_Aim of the exercise_
Give the data again in full, without pictures.

┄┄┄┄┄┄┄┄┄┄

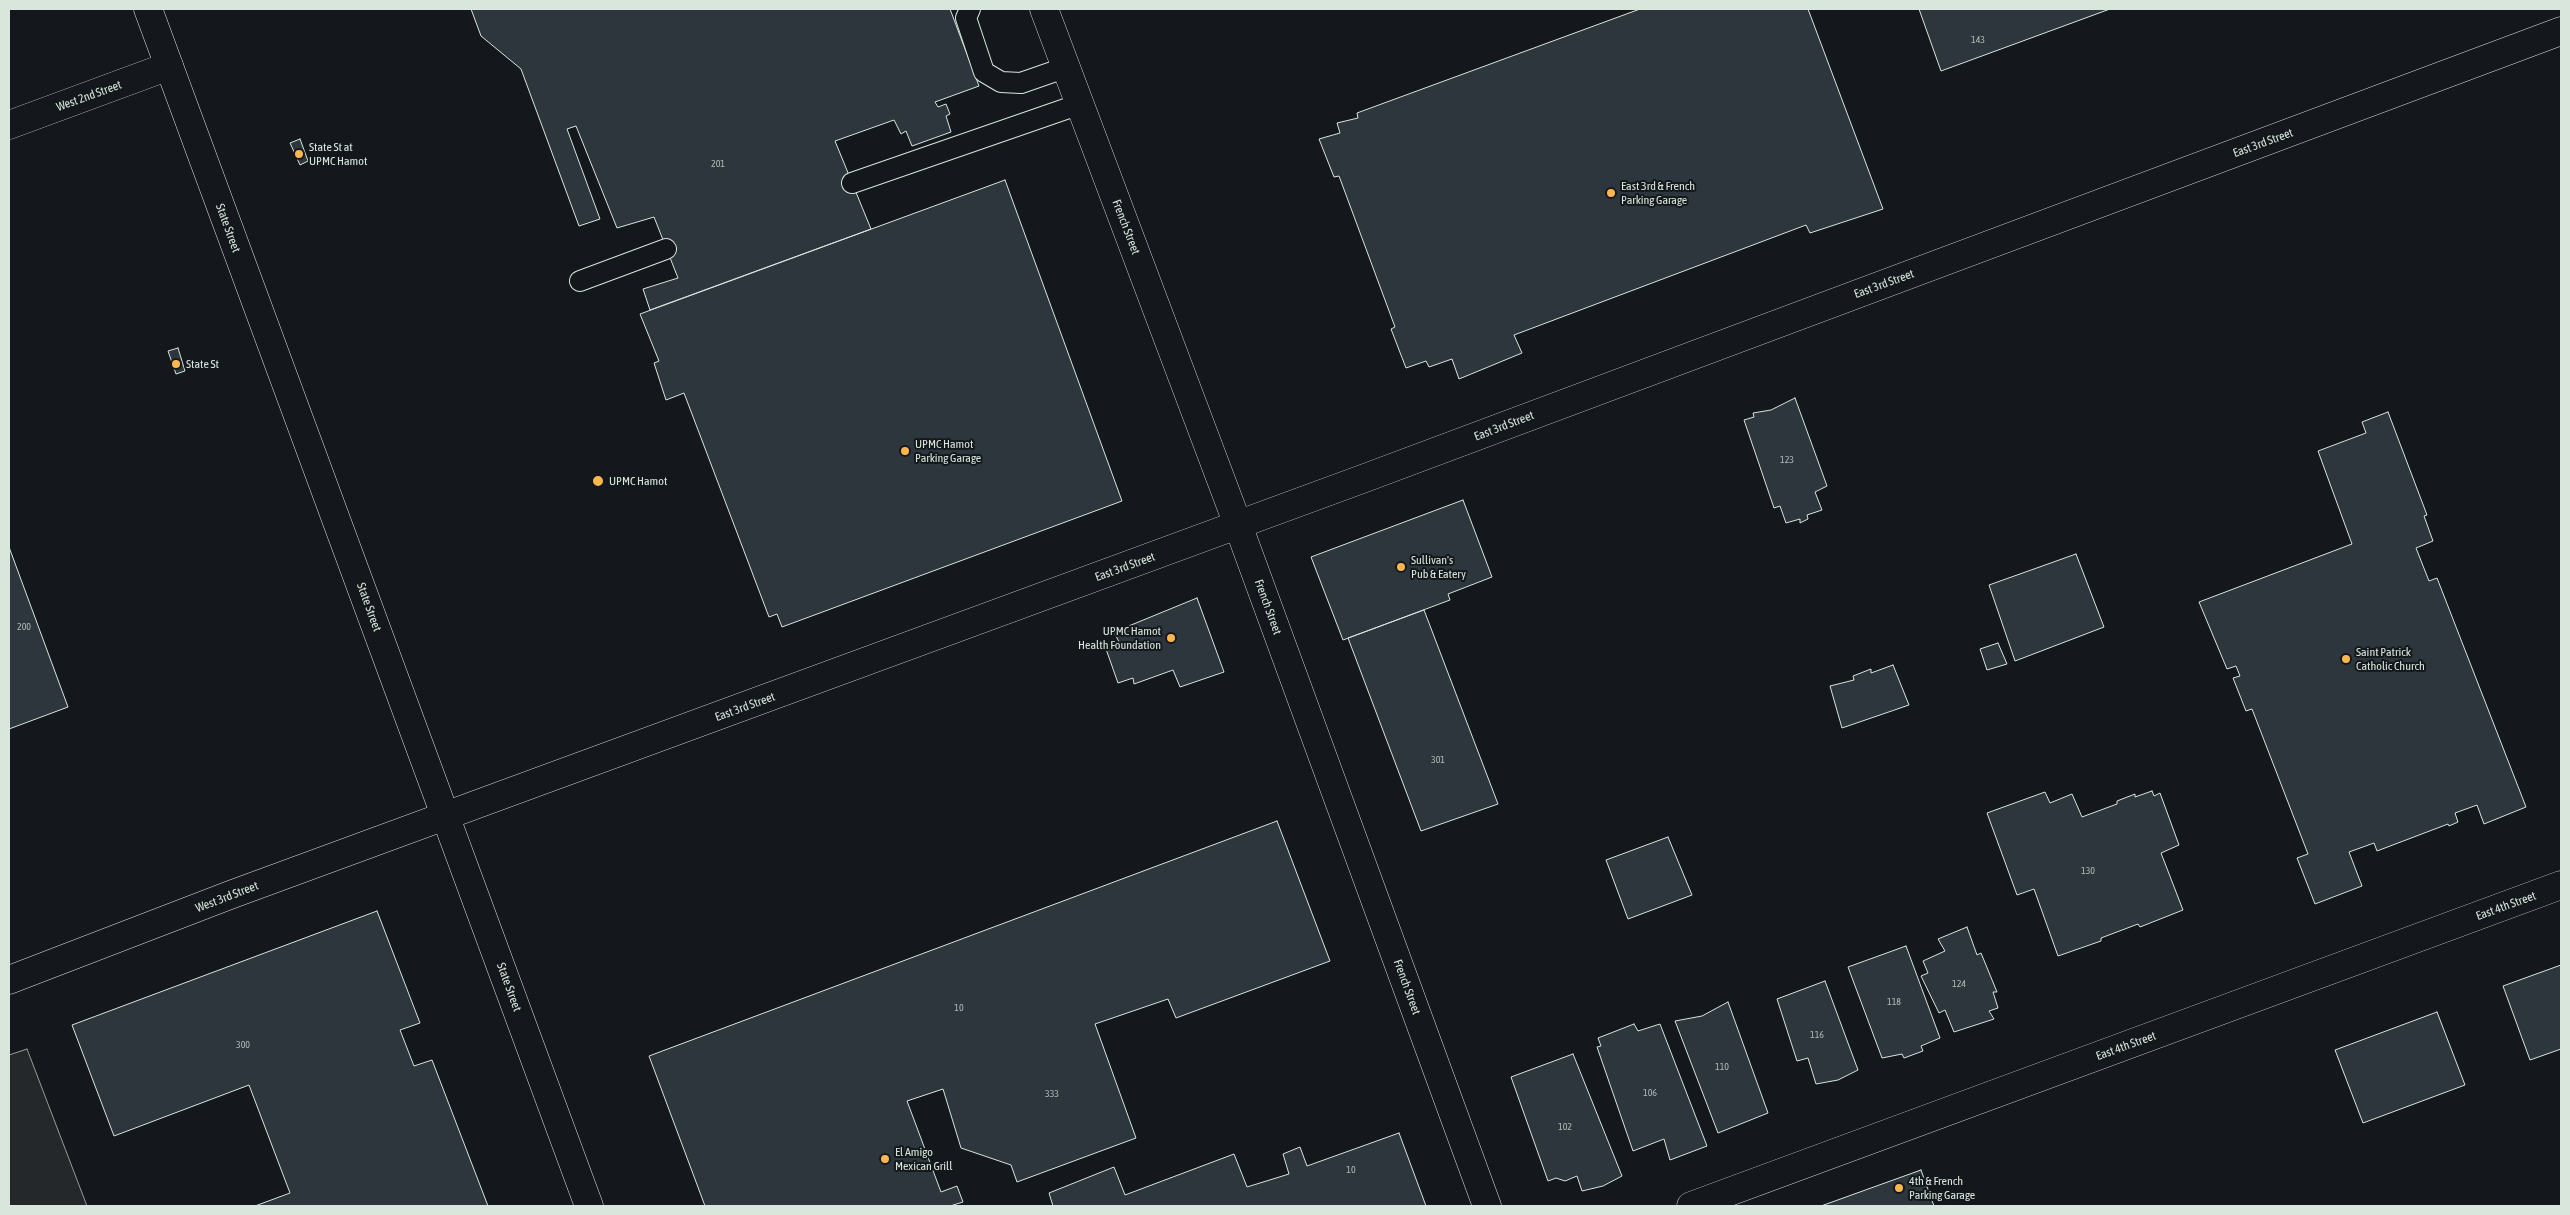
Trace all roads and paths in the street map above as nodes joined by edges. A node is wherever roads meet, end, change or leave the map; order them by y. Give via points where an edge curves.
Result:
1 (148, 9) edge
2 (970, 9) edge
3 (1044, 9) edge
4 (2561, 31) edge
5 (169, 66) junction
6 (1067, 66) junction
7 (1080, 104) junction
8 (9, 125) edge
9 (852, 182) dead end
10 (666, 249) dead end
11 (580, 281) dead end
12 (1238, 525) junction
13 (446, 816) junction
14 (2561, 885) edge
15 (9, 980) edge
16 (589, 1206) edge
17 (1487, 1206) edge
18 (1691, 1206) edge

1 - 5 street, State Street
2 - 6 lane via 966,18 984,72 1001,82 1022,83
3 - 6 street, French Street
4 - 12 street, East 3rd Street
5 - 8 street, West 2nd Street
5 - 13 street, State Street
6 - 7 street, French Street
7 - 9 lane
7 - 12 street, French Street
10 - 11 lane
12 - 13 street, East 3rd Street
12 - 17 street, French Street
13 - 15 street, West 3rd Street
13 - 16 street, State Street
14 - 18 street, East 4th Street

┄┄┄┄┄┄┄┄┄┄

_Task result_
Trace all roads and paths in the street map above as nodes joined by edges. A node is wherever roads meet, end, change or leave the map; order them by y. Give via points where an edge curves.
Result:
1 (148, 9) edge
2 (970, 9) edge
3 (1044, 9) edge
4 (2561, 31) edge
5 (169, 66) junction
6 (1067, 66) junction
7 (1080, 104) junction
8 (9, 125) edge
9 (852, 182) dead end
10 (666, 249) dead end
11 (580, 281) dead end
12 (1238, 525) junction
13 (446, 816) junction
14 (2561, 885) edge
15 (9, 980) edge
16 (589, 1206) edge
17 (1487, 1206) edge
18 (1691, 1206) edge

1 - 5 street, State Street
2 - 6 lane via 966,18 984,72 1001,82 1022,83
3 - 6 street, French Street
4 - 12 street, East 3rd Street
5 - 8 street, West 2nd Street
5 - 13 street, State Street
6 - 7 street, French Street
7 - 9 lane
7 - 12 street, French Street
10 - 11 lane
12 - 13 street, East 3rd Street
12 - 17 street, French Street
13 - 15 street, West 3rd Street
13 - 16 street, State Street
14 - 18 street, East 4th Street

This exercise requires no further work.